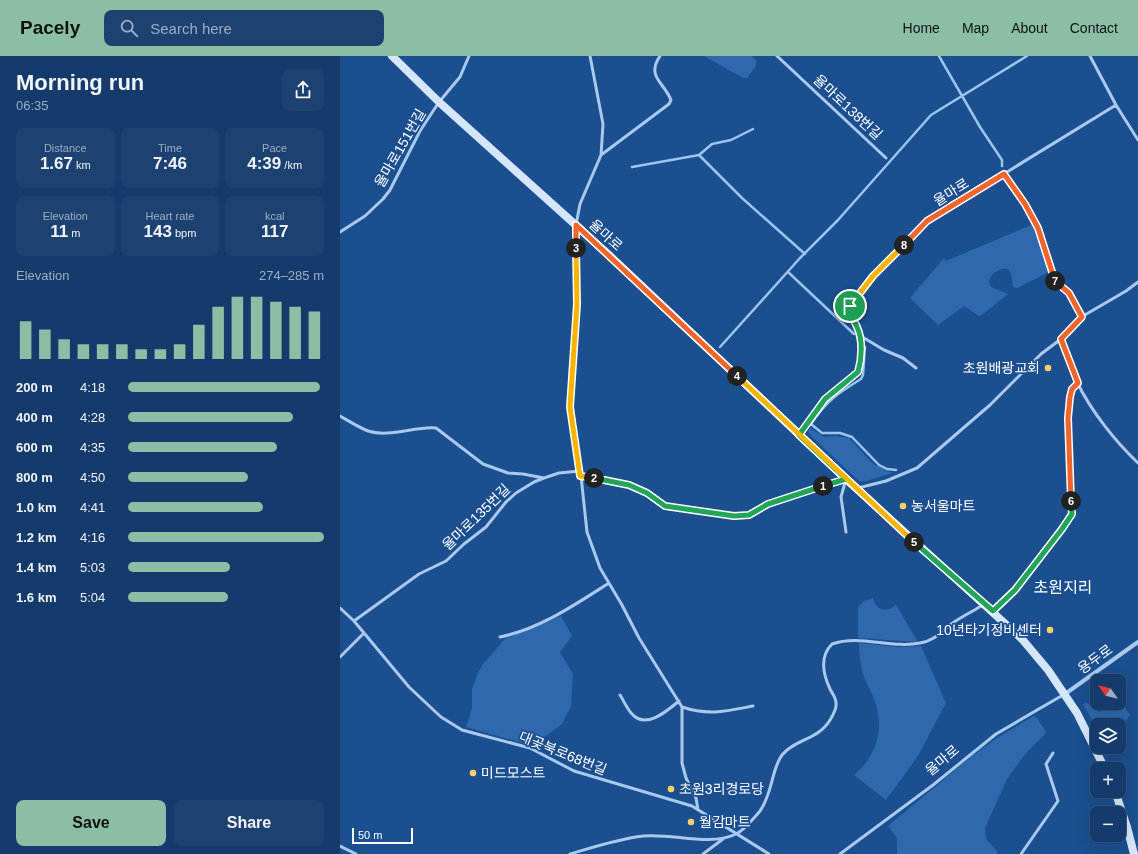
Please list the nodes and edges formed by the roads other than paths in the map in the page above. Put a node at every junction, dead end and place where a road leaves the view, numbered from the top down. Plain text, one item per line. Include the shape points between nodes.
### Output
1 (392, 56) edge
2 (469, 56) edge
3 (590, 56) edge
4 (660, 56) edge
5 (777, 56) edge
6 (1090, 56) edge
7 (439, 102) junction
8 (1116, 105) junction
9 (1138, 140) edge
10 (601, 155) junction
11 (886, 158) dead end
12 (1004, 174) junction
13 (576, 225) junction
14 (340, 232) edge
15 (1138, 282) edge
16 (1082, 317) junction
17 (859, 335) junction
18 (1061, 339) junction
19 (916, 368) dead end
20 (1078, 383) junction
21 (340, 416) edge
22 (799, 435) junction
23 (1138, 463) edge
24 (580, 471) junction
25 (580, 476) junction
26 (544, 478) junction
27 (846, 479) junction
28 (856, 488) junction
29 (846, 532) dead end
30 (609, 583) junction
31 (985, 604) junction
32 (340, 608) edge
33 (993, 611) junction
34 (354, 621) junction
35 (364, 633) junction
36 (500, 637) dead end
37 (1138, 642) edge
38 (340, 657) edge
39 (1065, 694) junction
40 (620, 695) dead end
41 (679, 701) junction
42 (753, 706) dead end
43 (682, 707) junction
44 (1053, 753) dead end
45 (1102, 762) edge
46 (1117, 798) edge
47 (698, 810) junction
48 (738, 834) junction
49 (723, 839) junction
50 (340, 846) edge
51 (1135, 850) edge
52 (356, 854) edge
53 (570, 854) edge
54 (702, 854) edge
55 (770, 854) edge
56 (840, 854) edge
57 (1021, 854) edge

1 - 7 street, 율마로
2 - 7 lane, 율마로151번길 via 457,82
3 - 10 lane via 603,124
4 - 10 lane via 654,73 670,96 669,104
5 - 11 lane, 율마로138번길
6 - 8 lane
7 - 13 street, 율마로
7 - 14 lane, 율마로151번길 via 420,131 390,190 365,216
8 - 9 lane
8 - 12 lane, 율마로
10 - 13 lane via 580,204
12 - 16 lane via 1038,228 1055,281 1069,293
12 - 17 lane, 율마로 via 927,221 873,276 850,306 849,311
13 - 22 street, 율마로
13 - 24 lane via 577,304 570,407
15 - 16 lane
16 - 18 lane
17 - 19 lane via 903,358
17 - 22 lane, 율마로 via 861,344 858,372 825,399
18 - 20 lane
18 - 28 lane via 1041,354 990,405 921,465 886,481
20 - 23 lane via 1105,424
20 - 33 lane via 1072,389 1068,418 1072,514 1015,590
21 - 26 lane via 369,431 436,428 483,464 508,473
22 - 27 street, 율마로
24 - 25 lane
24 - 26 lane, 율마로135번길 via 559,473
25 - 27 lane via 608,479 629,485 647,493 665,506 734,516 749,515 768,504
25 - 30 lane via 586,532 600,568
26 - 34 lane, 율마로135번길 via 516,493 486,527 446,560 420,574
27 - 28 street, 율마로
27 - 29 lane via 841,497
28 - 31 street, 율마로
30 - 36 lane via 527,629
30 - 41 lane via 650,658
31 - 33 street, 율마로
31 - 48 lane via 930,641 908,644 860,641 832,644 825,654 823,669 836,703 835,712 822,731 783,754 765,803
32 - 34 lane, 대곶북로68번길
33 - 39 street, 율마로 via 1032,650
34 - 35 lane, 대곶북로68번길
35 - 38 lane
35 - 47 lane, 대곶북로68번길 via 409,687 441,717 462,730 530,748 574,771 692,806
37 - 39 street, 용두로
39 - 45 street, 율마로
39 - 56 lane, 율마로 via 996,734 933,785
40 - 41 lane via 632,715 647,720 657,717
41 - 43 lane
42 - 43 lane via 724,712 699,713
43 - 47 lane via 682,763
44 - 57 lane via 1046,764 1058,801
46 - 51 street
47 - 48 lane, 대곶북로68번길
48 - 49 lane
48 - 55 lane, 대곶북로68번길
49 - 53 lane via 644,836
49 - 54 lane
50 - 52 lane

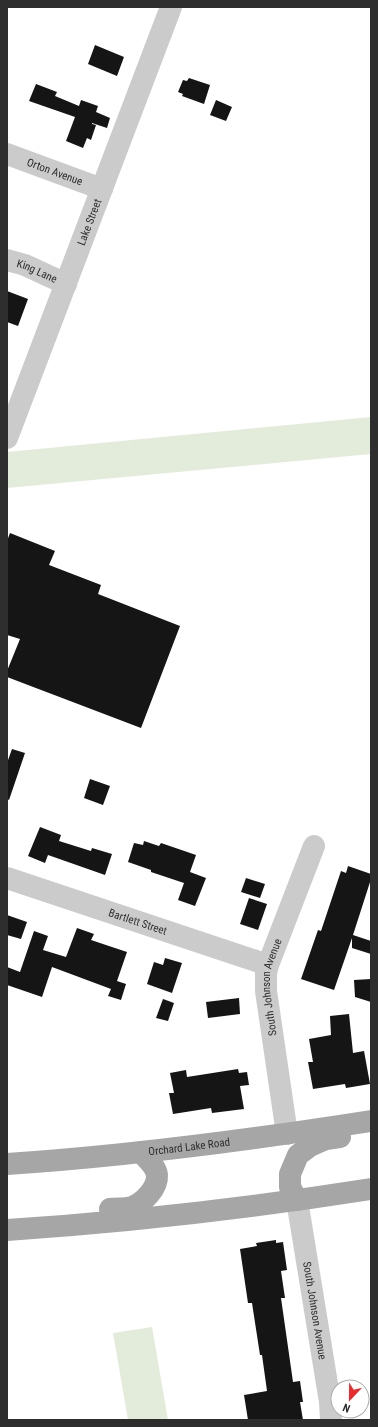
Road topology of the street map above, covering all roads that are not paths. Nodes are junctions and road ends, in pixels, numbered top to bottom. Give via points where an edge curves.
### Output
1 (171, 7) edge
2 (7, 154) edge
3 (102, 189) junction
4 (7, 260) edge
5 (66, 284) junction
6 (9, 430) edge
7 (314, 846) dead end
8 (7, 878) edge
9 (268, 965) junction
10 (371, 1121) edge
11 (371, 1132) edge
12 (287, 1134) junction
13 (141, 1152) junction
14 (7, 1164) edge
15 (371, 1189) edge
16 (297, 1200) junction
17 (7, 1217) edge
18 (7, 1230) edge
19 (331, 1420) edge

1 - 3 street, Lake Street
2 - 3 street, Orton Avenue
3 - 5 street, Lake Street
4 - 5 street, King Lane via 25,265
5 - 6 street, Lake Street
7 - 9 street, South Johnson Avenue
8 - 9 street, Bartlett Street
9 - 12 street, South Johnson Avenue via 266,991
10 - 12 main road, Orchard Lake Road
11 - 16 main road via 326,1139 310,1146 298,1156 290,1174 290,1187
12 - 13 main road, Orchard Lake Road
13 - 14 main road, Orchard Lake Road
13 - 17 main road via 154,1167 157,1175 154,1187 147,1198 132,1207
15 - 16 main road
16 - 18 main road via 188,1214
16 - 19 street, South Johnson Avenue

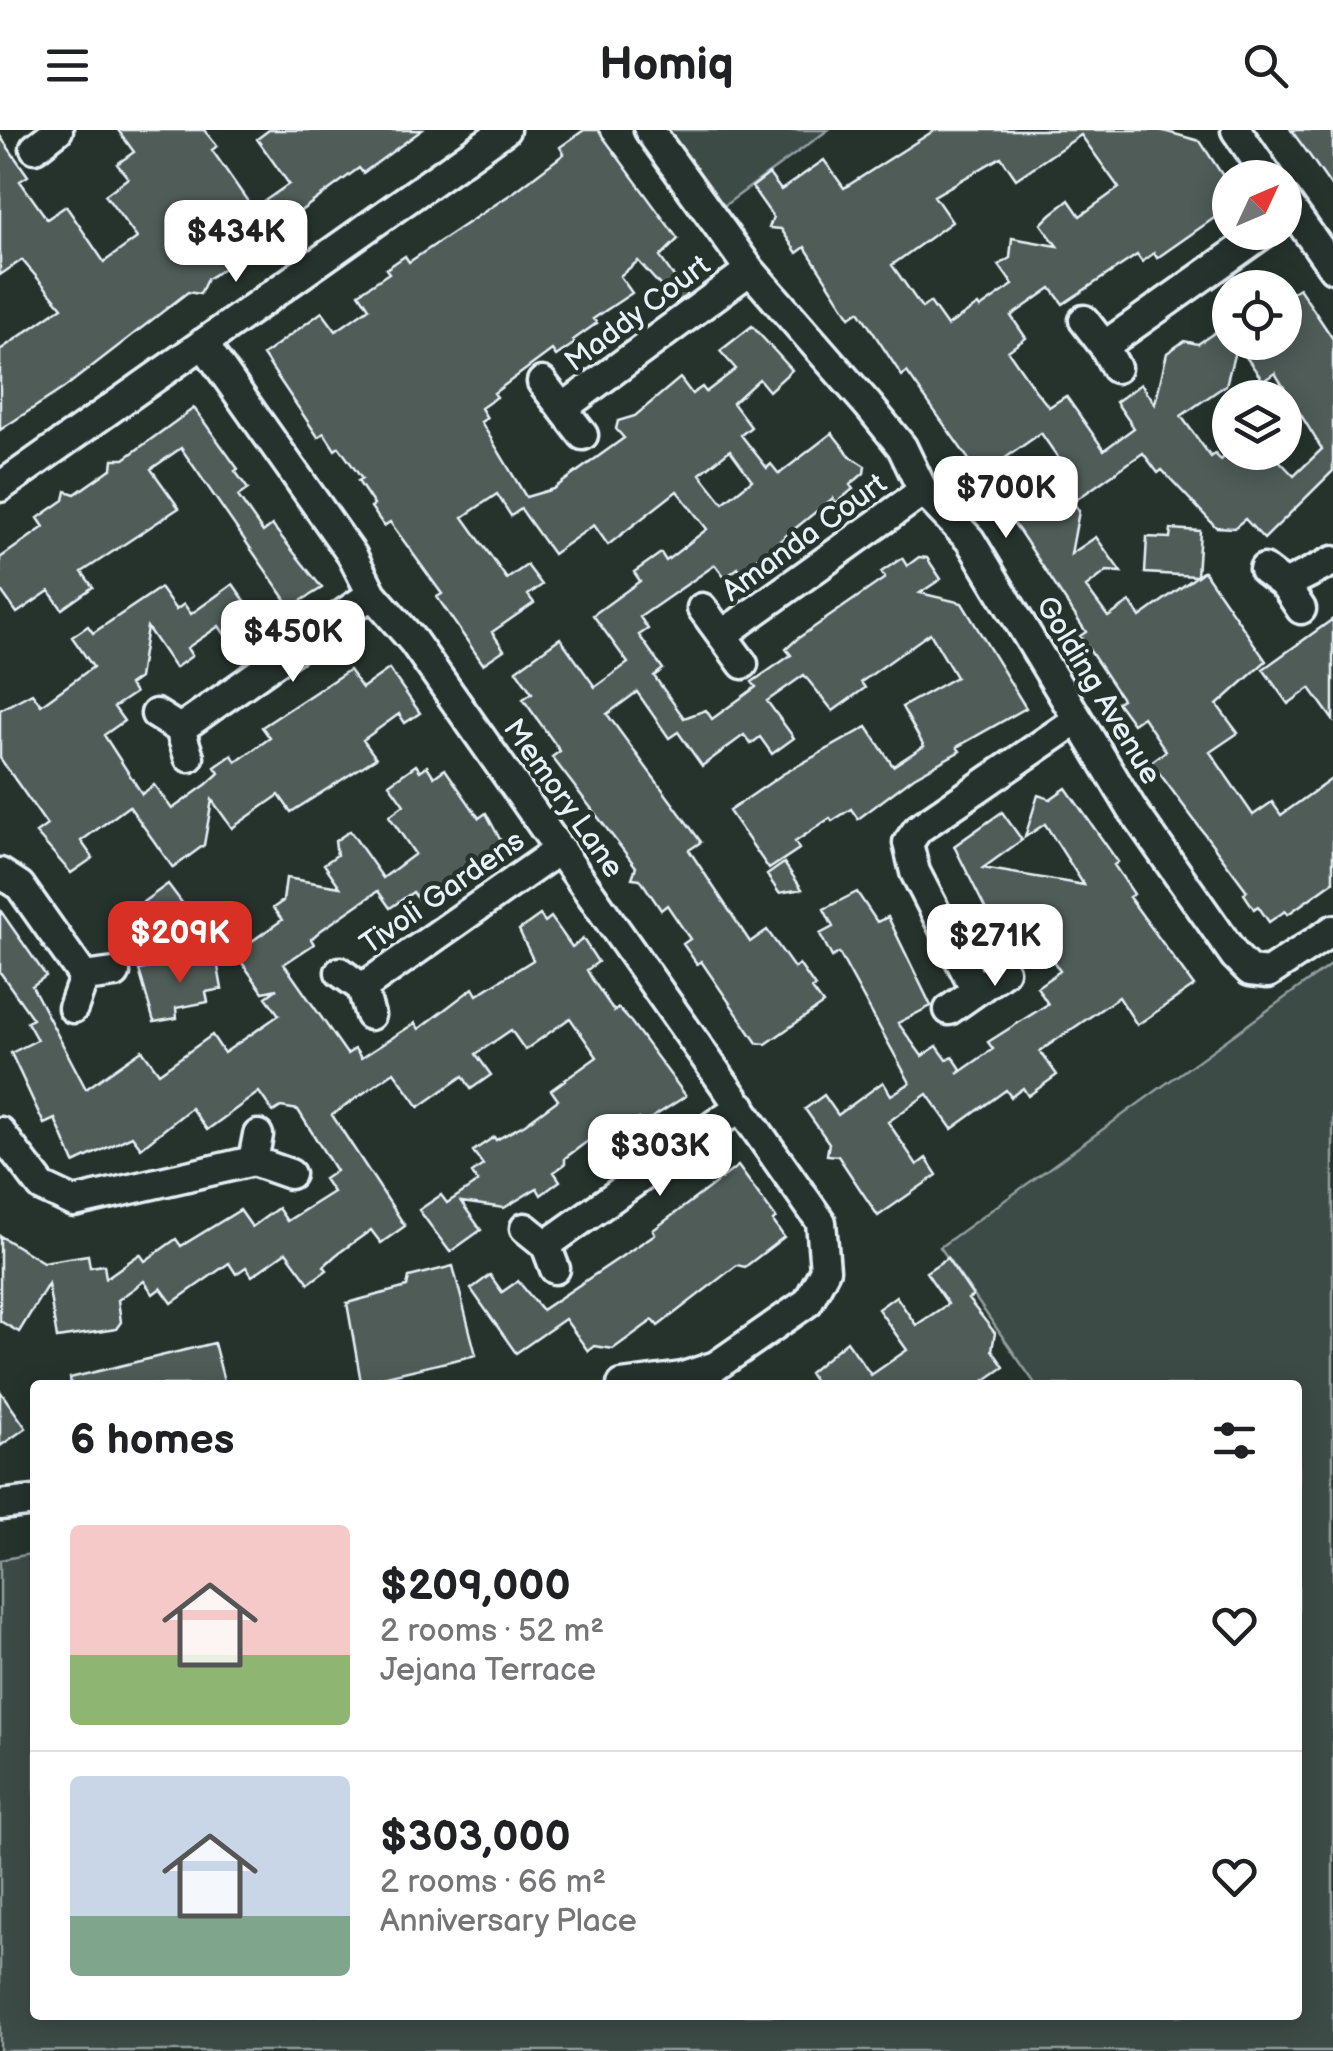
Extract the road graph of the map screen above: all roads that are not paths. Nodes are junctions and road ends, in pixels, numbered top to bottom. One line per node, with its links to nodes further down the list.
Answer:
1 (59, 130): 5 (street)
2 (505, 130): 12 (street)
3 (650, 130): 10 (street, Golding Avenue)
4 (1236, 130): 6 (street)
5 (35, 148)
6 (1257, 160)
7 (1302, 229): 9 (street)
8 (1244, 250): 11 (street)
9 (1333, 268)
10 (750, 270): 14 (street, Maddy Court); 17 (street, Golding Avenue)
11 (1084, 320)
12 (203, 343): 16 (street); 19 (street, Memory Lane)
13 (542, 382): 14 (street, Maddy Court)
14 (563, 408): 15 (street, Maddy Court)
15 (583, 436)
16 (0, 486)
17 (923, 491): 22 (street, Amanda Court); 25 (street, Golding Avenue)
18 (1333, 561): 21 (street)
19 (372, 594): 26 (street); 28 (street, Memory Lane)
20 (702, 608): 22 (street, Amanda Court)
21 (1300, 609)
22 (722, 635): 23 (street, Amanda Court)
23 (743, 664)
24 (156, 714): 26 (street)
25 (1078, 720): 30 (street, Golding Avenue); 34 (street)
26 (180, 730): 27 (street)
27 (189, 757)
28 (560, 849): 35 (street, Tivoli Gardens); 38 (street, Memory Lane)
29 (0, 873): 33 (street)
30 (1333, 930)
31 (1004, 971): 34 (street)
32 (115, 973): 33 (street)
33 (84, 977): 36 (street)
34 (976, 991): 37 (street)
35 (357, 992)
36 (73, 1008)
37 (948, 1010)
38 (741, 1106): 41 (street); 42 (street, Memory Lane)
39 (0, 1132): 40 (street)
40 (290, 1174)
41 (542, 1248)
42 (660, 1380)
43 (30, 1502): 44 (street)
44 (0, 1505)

THE PROBLEM: Some lines of the listing may include the string "where". Tally them and report only the total.

RESPONSE TO THE TASK: 2